Now, if only I can finish this last paper…….


Hey, that’s fantastic, congratulations! I hope you get a place that doesn’t completely suck. Someplace not in New Jersey, in other words. Now I’ll leave you alone so you can write…


Hey, that’s fantastic, congratulations! I hope you get a place that doesn’t completely suck. Someplace not in New Jersey, in other words.

Um… (ahem.)


Did anyone else just hear something? No? Oh, okay, sorry. I just thought I heard a sharp intake of air, as if by suction. Well, nevermind.


Jillian–congratulations! Now, don’t get killt… I survived a few years in NJ (not teaching; studenting), and look what it did to me. Whoops–hi, Gavin!


Jillian: Congratulations! That is excellent news. Fingers crossed for a good placement…

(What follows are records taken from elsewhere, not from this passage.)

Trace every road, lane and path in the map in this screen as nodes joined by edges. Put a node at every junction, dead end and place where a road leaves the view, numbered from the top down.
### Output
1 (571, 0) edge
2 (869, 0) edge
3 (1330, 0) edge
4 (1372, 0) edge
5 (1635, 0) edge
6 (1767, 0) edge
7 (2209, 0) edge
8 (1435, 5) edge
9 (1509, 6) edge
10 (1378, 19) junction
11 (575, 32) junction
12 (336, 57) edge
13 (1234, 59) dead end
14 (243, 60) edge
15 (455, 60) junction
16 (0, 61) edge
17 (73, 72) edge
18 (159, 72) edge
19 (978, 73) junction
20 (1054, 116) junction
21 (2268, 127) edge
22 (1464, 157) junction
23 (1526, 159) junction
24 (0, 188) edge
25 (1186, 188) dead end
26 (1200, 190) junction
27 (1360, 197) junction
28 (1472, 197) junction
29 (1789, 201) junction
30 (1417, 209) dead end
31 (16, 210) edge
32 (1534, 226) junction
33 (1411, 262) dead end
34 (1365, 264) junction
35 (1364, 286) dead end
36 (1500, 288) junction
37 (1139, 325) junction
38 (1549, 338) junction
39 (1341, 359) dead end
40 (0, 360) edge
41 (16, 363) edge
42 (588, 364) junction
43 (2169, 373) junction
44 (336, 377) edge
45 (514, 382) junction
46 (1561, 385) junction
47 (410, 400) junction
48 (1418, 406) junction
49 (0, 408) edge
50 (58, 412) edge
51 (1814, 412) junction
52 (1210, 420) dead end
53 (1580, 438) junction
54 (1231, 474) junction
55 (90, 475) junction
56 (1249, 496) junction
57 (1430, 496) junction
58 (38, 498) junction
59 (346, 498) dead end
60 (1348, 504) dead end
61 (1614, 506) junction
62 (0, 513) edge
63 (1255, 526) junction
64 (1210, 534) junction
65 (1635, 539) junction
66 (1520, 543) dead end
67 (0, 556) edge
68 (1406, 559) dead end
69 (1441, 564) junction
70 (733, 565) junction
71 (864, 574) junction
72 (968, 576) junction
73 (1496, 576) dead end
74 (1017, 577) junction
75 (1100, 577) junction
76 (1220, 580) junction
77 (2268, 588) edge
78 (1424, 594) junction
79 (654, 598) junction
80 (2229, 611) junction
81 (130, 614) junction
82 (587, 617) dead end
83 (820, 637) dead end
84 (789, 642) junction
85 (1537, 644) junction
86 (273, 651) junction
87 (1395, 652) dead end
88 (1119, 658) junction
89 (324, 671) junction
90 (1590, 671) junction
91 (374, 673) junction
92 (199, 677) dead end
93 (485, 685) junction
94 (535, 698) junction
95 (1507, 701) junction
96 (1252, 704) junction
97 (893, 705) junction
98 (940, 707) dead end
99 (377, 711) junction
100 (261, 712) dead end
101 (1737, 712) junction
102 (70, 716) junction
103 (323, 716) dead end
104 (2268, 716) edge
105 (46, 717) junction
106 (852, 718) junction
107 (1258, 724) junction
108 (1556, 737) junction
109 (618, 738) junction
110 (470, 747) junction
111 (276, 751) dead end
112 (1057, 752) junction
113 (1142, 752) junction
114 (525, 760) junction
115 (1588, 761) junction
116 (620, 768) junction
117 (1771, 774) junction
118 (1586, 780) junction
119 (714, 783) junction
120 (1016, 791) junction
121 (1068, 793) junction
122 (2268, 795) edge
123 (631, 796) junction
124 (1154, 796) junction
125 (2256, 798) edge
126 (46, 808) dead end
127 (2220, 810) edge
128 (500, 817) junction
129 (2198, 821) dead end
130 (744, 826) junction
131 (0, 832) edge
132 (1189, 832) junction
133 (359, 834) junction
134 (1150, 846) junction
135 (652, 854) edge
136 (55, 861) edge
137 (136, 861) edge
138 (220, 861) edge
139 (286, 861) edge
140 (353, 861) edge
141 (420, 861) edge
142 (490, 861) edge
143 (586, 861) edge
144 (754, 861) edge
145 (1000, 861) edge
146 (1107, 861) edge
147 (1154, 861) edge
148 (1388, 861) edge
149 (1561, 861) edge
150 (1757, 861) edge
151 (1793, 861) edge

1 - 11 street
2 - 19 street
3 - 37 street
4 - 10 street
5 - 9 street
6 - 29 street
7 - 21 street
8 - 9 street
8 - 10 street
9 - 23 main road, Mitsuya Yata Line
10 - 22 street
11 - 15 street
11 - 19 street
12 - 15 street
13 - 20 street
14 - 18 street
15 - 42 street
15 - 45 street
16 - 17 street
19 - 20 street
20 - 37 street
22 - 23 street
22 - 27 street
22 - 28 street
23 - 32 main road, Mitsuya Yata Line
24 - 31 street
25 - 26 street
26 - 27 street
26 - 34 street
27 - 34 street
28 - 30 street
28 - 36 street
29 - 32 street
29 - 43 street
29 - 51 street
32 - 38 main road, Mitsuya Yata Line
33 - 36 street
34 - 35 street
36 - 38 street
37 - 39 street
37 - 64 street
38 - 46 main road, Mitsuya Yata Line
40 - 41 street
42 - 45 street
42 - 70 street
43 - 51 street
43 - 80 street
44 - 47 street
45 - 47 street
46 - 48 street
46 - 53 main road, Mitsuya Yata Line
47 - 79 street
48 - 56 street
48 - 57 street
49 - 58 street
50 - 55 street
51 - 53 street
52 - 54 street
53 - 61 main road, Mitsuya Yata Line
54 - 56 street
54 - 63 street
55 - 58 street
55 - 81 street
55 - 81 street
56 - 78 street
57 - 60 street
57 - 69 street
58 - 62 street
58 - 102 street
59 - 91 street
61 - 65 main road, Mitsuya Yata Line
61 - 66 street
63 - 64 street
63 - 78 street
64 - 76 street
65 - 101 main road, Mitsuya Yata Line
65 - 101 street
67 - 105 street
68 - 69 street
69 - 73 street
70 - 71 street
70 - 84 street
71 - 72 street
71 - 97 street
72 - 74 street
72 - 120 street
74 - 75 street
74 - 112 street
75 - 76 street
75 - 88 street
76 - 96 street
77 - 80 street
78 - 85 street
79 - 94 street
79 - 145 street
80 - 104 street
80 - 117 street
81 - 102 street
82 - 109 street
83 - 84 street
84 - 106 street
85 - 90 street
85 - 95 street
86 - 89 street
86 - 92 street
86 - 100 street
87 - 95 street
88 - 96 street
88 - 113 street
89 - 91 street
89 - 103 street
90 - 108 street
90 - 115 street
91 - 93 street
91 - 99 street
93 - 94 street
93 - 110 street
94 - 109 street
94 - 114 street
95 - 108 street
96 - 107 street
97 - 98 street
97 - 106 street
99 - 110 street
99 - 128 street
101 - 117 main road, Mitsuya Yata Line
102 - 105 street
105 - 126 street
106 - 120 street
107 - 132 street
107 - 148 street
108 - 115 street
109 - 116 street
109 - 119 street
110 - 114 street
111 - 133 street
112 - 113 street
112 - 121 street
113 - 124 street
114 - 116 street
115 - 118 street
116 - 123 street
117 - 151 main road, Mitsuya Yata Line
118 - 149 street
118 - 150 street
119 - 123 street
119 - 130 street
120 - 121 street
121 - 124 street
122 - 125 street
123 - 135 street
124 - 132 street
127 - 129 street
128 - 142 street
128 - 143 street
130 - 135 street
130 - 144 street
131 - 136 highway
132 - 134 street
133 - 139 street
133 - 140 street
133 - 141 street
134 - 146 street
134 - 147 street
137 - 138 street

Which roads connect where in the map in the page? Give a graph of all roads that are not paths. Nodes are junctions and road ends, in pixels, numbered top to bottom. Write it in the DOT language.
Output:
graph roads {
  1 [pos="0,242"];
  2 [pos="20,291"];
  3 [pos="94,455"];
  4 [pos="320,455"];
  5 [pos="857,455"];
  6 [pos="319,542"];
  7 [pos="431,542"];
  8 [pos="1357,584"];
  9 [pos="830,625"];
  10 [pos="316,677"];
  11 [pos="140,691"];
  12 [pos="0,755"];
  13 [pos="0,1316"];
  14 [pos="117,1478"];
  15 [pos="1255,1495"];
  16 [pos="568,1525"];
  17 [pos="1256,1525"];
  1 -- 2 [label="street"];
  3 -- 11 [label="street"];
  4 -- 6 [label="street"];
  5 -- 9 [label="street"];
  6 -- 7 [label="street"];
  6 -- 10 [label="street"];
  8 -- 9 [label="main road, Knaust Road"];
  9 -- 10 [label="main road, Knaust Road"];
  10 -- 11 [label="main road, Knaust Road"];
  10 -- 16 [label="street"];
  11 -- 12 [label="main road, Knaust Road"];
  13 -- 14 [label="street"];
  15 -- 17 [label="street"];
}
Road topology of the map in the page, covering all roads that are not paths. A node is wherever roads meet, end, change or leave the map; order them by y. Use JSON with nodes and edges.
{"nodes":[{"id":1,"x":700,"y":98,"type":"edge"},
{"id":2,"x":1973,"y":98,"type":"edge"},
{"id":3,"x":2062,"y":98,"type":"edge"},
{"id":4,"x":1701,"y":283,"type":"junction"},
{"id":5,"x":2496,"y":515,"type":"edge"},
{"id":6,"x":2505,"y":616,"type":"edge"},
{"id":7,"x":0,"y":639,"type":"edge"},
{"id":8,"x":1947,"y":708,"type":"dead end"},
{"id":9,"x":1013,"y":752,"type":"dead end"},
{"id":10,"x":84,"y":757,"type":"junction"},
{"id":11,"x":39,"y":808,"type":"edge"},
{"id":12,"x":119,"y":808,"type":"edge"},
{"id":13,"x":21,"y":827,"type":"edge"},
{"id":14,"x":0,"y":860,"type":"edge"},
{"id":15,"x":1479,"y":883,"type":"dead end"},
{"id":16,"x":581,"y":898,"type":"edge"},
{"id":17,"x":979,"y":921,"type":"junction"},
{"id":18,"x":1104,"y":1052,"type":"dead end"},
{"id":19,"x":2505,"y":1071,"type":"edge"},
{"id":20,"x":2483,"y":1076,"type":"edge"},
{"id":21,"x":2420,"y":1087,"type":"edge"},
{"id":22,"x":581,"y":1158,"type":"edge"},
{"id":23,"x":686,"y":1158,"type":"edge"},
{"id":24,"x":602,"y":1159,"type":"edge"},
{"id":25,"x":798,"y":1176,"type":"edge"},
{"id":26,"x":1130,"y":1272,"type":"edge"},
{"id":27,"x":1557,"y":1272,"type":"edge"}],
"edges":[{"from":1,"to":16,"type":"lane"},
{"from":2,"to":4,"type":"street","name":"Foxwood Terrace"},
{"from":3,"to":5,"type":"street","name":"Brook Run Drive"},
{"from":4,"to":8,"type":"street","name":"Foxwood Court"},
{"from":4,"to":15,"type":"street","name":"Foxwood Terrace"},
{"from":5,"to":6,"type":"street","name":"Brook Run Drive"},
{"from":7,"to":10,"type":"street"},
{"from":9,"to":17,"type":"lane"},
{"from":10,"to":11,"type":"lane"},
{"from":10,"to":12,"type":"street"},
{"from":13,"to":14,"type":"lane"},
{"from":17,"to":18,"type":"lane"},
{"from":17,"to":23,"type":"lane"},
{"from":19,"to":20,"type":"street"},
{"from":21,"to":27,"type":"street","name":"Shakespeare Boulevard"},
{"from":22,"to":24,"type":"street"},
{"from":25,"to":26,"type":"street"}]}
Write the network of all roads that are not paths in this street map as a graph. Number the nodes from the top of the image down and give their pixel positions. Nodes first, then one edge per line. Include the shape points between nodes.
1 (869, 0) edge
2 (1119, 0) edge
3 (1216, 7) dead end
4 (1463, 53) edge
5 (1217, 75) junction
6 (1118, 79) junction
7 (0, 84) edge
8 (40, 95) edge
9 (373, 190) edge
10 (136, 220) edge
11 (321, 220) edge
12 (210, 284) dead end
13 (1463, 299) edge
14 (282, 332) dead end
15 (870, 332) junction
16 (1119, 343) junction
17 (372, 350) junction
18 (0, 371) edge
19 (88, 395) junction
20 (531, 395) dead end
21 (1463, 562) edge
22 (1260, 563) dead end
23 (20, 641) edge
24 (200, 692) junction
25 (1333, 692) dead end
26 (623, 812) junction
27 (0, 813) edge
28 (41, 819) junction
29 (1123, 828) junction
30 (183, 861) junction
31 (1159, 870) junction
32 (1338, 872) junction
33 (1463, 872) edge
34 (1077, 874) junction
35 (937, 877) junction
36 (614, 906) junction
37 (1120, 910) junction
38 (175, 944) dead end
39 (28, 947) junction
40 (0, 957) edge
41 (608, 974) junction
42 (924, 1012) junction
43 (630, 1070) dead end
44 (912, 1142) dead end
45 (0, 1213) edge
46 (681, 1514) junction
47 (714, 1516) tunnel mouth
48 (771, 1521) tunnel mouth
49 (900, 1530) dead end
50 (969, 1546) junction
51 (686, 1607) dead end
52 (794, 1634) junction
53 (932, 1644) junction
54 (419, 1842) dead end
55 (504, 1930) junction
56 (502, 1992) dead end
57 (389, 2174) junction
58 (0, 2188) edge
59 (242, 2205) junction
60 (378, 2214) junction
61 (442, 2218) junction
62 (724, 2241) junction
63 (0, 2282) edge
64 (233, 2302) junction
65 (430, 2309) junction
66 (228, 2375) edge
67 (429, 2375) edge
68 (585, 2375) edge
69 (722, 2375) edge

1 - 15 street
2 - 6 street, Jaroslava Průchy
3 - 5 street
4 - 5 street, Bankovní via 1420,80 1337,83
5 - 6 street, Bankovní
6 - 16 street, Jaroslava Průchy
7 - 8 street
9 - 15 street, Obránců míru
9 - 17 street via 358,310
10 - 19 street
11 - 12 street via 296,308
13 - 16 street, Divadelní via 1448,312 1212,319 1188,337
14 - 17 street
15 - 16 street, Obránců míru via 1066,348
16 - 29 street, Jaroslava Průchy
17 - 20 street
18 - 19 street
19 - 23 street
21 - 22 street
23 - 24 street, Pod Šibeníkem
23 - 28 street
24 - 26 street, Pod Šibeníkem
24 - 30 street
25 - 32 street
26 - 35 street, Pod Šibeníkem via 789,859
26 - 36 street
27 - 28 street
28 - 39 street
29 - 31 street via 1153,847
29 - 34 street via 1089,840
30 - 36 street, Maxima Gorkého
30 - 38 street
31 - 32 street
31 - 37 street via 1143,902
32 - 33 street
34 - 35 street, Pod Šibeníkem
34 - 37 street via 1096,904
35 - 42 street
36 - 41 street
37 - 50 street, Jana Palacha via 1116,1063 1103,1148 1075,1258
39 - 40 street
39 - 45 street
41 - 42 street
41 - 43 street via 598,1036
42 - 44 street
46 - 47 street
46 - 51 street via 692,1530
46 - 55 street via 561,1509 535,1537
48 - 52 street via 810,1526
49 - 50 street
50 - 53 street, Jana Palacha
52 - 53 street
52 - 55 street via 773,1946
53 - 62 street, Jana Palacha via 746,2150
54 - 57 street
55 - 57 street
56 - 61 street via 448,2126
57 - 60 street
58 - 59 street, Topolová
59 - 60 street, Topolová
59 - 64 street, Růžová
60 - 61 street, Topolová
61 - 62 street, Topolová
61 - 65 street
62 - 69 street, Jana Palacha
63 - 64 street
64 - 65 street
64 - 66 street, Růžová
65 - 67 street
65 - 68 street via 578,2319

A belated congratulations to Jillian! Help yourself to the espresso double-chocolate chunk cookies, they’re in the kitchen. 🙂


Good luck, Jillian.

As for Bolivia guy- he’ll be dead within 3 months, mark my words.
He’s pissed off all the wrong people, for both good and idiotic reasons alike (The US Government, the Bolivian Military, The Catholic Church, the Columbian Drug Cartels, Coca-Cola, The Gas Cartel, the World Bank, etc…).
We won’t do him, ’cause he’s (mixed metaphor alert!) small potatoes in our playground (ditto for the Vatican and Coke), but my money’s on the Drug Cartels or the Military doing the deed.
Can’t say I’ll miss him (apathy… sorry South America!), but I’m curious to see the reaction to his death/exile.